(Stored data):
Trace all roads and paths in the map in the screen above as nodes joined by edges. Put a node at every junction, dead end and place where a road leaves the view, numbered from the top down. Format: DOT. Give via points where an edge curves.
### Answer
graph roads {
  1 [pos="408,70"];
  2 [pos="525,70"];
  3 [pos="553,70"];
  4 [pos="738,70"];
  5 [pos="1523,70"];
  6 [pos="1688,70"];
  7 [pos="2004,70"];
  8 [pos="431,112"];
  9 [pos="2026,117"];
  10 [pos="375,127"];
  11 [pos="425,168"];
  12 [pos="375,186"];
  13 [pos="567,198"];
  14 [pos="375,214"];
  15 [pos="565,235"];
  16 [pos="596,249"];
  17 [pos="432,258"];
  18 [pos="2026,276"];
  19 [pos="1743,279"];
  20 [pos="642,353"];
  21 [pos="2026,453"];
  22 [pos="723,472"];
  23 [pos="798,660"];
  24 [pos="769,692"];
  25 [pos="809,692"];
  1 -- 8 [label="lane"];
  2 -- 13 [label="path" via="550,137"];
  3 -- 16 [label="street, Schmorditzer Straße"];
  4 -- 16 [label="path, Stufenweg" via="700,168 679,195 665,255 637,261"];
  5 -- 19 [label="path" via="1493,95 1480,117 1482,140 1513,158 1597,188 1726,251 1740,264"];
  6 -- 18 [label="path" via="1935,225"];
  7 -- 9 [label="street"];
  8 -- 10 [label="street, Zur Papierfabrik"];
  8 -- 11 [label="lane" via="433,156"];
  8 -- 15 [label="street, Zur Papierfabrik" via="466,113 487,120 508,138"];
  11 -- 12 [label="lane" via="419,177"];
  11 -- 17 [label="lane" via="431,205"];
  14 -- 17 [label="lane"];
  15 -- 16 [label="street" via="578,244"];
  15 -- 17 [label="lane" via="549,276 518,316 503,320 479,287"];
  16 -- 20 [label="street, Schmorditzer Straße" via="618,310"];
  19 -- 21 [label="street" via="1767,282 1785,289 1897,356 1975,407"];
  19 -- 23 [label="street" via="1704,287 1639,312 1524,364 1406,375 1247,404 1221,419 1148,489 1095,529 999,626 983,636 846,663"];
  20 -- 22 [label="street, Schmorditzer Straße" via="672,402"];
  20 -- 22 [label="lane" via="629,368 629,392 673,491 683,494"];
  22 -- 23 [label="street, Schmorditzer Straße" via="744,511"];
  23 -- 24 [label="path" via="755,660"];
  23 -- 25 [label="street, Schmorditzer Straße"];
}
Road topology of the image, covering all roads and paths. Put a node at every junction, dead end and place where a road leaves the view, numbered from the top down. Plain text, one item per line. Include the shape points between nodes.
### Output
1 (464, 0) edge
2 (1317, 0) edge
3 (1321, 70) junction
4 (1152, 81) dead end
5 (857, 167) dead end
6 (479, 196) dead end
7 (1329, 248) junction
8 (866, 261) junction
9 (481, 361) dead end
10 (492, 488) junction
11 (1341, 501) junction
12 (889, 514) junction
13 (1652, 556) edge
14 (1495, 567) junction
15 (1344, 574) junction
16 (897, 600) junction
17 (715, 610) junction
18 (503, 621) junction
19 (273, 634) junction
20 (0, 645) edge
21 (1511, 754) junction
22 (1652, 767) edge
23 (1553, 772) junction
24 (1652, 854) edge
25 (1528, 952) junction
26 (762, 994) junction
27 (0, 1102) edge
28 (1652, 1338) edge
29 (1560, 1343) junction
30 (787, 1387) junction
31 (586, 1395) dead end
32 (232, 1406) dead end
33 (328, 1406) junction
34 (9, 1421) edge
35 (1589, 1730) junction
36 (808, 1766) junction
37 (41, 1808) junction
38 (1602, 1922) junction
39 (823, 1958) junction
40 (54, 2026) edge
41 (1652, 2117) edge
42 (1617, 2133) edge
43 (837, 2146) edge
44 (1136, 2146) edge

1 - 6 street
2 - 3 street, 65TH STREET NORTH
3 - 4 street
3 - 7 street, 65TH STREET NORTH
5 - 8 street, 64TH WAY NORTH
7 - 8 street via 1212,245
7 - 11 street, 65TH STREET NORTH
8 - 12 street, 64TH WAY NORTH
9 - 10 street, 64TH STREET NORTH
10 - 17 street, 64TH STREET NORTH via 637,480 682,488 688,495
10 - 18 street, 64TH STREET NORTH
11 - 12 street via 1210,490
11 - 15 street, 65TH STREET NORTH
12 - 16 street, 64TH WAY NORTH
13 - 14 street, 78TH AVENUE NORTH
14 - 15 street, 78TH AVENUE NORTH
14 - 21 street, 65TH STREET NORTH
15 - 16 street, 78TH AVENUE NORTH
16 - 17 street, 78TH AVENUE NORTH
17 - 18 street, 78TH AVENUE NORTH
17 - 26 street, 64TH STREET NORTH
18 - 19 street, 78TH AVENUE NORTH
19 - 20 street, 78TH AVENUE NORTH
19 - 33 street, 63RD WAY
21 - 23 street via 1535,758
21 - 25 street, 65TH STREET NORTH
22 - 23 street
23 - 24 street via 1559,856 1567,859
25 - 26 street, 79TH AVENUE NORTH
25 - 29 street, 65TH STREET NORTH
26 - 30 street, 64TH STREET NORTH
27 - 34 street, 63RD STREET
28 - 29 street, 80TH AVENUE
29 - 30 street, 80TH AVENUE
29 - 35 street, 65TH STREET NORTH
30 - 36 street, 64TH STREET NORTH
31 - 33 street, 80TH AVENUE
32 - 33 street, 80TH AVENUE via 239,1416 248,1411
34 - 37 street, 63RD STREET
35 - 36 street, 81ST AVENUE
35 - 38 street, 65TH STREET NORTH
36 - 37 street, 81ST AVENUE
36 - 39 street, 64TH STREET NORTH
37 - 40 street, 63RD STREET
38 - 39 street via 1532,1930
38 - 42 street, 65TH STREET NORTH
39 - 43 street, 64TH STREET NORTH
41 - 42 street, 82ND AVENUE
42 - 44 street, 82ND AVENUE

(Activity): Restate the data above word for word, omitting nothing.

(Reply):
Trace all roads and paths in the map in the screen above as nodes joined by edges. Put a node at every junction, dead end and place where a road leaves the view, numbered from the top down. Format: DOT. Give via points where an edge curves.
### Answer
graph roads {
  1 [pos="408,70"];
  2 [pos="525,70"];
  3 [pos="553,70"];
  4 [pos="738,70"];
  5 [pos="1523,70"];
  6 [pos="1688,70"];
  7 [pos="2004,70"];
  8 [pos="431,112"];
  9 [pos="2026,117"];
  10 [pos="375,127"];
  11 [pos="425,168"];
  12 [pos="375,186"];
  13 [pos="567,198"];
  14 [pos="375,214"];
  15 [pos="565,235"];
  16 [pos="596,249"];
  17 [pos="432,258"];
  18 [pos="2026,276"];
  19 [pos="1743,279"];
  20 [pos="642,353"];
  21 [pos="2026,453"];
  22 [pos="723,472"];
  23 [pos="798,660"];
  24 [pos="769,692"];
  25 [pos="809,692"];
  1 -- 8 [label="lane"];
  2 -- 13 [label="path" via="550,137"];
  3 -- 16 [label="street, Schmorditzer Straße"];
  4 -- 16 [label="path, Stufenweg" via="700,168 679,195 665,255 637,261"];
  5 -- 19 [label="path" via="1493,95 1480,117 1482,140 1513,158 1597,188 1726,251 1740,264"];
  6 -- 18 [label="path" via="1935,225"];
  7 -- 9 [label="street"];
  8 -- 10 [label="street, Zur Papierfabrik"];
  8 -- 11 [label="lane" via="433,156"];
  8 -- 15 [label="street, Zur Papierfabrik" via="466,113 487,120 508,138"];
  11 -- 12 [label="lane" via="419,177"];
  11 -- 17 [label="lane" via="431,205"];
  14 -- 17 [label="lane"];
  15 -- 16 [label="street" via="578,244"];
  15 -- 17 [label="lane" via="549,276 518,316 503,320 479,287"];
  16 -- 20 [label="street, Schmorditzer Straße" via="618,310"];
  19 -- 21 [label="street" via="1767,282 1785,289 1897,356 1975,407"];
  19 -- 23 [label="street" via="1704,287 1639,312 1524,364 1406,375 1247,404 1221,419 1148,489 1095,529 999,626 983,636 846,663"];
  20 -- 22 [label="street, Schmorditzer Straße" via="672,402"];
  20 -- 22 [label="lane" via="629,368 629,392 673,491 683,494"];
  22 -- 23 [label="street, Schmorditzer Straße" via="744,511"];
  23 -- 24 [label="path" via="755,660"];
  23 -- 25 [label="street, Schmorditzer Straße"];
}
Road topology of the image, covering all roads and paths. Put a node at every junction, dead end and place where a road leaves the view, numbered from the top down. Plain text, one item per line. Include the shape points between nodes.
### Output
1 (464, 0) edge
2 (1317, 0) edge
3 (1321, 70) junction
4 (1152, 81) dead end
5 (857, 167) dead end
6 (479, 196) dead end
7 (1329, 248) junction
8 (866, 261) junction
9 (481, 361) dead end
10 (492, 488) junction
11 (1341, 501) junction
12 (889, 514) junction
13 (1652, 556) edge
14 (1495, 567) junction
15 (1344, 574) junction
16 (897, 600) junction
17 (715, 610) junction
18 (503, 621) junction
19 (273, 634) junction
20 (0, 645) edge
21 (1511, 754) junction
22 (1652, 767) edge
23 (1553, 772) junction
24 (1652, 854) edge
25 (1528, 952) junction
26 (762, 994) junction
27 (0, 1102) edge
28 (1652, 1338) edge
29 (1560, 1343) junction
30 (787, 1387) junction
31 (586, 1395) dead end
32 (232, 1406) dead end
33 (328, 1406) junction
34 (9, 1421) edge
35 (1589, 1730) junction
36 (808, 1766) junction
37 (41, 1808) junction
38 (1602, 1922) junction
39 (823, 1958) junction
40 (54, 2026) edge
41 (1652, 2117) edge
42 (1617, 2133) edge
43 (837, 2146) edge
44 (1136, 2146) edge

1 - 6 street
2 - 3 street, 65TH STREET NORTH
3 - 4 street
3 - 7 street, 65TH STREET NORTH
5 - 8 street, 64TH WAY NORTH
7 - 8 street via 1212,245
7 - 11 street, 65TH STREET NORTH
8 - 12 street, 64TH WAY NORTH
9 - 10 street, 64TH STREET NORTH
10 - 17 street, 64TH STREET NORTH via 637,480 682,488 688,495
10 - 18 street, 64TH STREET NORTH
11 - 12 street via 1210,490
11 - 15 street, 65TH STREET NORTH
12 - 16 street, 64TH WAY NORTH
13 - 14 street, 78TH AVENUE NORTH
14 - 15 street, 78TH AVENUE NORTH
14 - 21 street, 65TH STREET NORTH
15 - 16 street, 78TH AVENUE NORTH
16 - 17 street, 78TH AVENUE NORTH
17 - 18 street, 78TH AVENUE NORTH
17 - 26 street, 64TH STREET NORTH
18 - 19 street, 78TH AVENUE NORTH
19 - 20 street, 78TH AVENUE NORTH
19 - 33 street, 63RD WAY
21 - 23 street via 1535,758
21 - 25 street, 65TH STREET NORTH
22 - 23 street
23 - 24 street via 1559,856 1567,859
25 - 26 street, 79TH AVENUE NORTH
25 - 29 street, 65TH STREET NORTH
26 - 30 street, 64TH STREET NORTH
27 - 34 street, 63RD STREET
28 - 29 street, 80TH AVENUE
29 - 30 street, 80TH AVENUE
29 - 35 street, 65TH STREET NORTH
30 - 36 street, 64TH STREET NORTH
31 - 33 street, 80TH AVENUE
32 - 33 street, 80TH AVENUE via 239,1416 248,1411
34 - 37 street, 63RD STREET
35 - 36 street, 81ST AVENUE
35 - 38 street, 65TH STREET NORTH
36 - 37 street, 81ST AVENUE
36 - 39 street, 64TH STREET NORTH
37 - 40 street, 63RD STREET
38 - 39 street via 1532,1930
38 - 42 street, 65TH STREET NORTH
39 - 43 street, 64TH STREET NORTH
41 - 42 street, 82ND AVENUE
42 - 44 street, 82ND AVENUE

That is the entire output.